Sarcasm was so refreshing, I had to admit. Lowest form of wit or no.
“Chances are good that you’d be happy, in the long term, I’ve done this with a great many of my students, and every single one of them that you might track down and ask would tell you they’re happier as a result. I could feed your natural curiosity with more knowledge than you could get by conventional means, raise you up to be someone stellar, and even break the ties to your family, so you can leave them and the problems they pose well behind you. You might find yourself at odds with Blake, Rose, and their allies, but I don’t sense a great deal of connection between you and them.”
“You keep mentioning Rose.”
“It doesn’t matter,” I said. “Stop focusing on the details. Go back to normal life. Isadora isn’t mentioning that she kills the people who don’t work out. That’s why all her past subordinates are all happy. The unhappy ones get swallowed, they’re dead, they don’t exist anymore.”
Paige was frozen.
I could sense the other connections converging on our position, and I realized what it meant.
I saw Rose in the window.
She stepped into the TV, appearing on the unlit, concave screen.
She looked at me, and I nodded.
The TV broke. Not an explosive shattering, but a crack, loud, with the sound of glass falling.
Paige startled.
Rose and I had both hoped for the same thing. That Paige would run. That she needed only a push to go.
We’d misjudged where she stood.
She spun around, instead, reaching for Isadora’s hand, half protecting her, half seeking reassurance.
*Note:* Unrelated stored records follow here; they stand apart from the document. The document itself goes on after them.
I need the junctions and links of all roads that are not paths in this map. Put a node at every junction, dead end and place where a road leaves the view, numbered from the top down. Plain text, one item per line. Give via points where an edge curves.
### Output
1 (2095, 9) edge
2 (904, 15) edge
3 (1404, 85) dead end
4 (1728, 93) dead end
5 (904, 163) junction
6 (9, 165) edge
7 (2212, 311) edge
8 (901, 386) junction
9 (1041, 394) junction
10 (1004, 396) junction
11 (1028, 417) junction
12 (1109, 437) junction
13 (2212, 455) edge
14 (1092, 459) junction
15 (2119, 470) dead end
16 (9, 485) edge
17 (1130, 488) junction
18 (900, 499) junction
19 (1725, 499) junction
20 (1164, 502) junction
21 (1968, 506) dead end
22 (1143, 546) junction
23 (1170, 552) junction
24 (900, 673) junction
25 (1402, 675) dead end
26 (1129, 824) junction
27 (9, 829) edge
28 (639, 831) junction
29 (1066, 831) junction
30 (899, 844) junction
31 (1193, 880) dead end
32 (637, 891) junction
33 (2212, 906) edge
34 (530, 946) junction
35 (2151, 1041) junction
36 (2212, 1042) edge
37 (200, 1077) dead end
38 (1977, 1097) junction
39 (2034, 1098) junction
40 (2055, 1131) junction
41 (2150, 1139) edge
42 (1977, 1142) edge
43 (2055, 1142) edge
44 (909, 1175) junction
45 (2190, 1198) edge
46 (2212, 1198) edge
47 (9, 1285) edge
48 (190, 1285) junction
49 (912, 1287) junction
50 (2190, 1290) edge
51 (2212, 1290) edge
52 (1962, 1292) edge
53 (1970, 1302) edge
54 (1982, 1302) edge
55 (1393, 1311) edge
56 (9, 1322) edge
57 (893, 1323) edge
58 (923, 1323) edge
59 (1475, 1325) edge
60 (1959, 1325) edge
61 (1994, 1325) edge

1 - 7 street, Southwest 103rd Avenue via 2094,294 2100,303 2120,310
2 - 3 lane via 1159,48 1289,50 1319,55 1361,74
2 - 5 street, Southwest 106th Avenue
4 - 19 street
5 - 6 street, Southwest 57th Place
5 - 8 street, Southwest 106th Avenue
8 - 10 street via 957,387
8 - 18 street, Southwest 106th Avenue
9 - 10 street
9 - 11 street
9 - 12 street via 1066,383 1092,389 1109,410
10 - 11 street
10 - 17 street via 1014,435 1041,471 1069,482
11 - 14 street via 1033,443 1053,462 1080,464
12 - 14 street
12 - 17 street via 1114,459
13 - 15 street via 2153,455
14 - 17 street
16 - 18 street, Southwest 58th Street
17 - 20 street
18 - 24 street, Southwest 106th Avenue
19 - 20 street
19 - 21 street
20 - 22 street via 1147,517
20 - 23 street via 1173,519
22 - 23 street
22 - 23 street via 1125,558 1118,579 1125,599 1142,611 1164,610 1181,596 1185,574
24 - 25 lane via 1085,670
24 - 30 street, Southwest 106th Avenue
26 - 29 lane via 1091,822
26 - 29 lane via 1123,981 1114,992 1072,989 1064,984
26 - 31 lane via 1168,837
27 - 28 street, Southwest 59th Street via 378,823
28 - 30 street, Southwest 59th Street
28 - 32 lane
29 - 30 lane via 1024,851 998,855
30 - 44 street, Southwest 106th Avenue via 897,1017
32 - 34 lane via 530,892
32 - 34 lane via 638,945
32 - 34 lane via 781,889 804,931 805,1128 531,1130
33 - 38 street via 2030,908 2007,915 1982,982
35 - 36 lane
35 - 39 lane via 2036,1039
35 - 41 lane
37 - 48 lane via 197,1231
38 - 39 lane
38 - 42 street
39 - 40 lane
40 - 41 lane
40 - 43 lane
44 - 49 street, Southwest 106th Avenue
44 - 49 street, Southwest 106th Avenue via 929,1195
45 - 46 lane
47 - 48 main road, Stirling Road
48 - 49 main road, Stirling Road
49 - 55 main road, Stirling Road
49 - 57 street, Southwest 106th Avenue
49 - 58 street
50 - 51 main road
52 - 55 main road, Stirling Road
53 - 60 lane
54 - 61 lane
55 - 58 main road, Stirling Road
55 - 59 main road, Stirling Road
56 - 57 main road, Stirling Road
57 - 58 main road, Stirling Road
I could feel it, as we passed the point of no return. The other connections were drawing nearer.
“I’m sorry, Paige,” I said.
“Sorry?”
“Looks like you made your choice.”
“I suppose I’ll be taking responsibility for you,” Isadora said. She squeezed Paige’s hand, then let go. “If we aren’t lucky enough for some dumb soul to do so before the night is over.”
The Shepherd entered the apartment, and my focus shifted away from Paige.
He looked older than the last time I’d seen him, but that might have been the dark clothing and the better lighting. He didn’t have his crook-staff, and wore only a navy-blue sweater and black jeans beneath a black coat. His face was a little red from the cold, his eyes narrowed. He smelled like horses.
“There are innocents present,” Isadora said. “Talk only.”
The Shepherd, who didn’t talk at all, as far as I knew, nodded and entered.
I held out pizza and a glass of water. He shook his head, refusing both.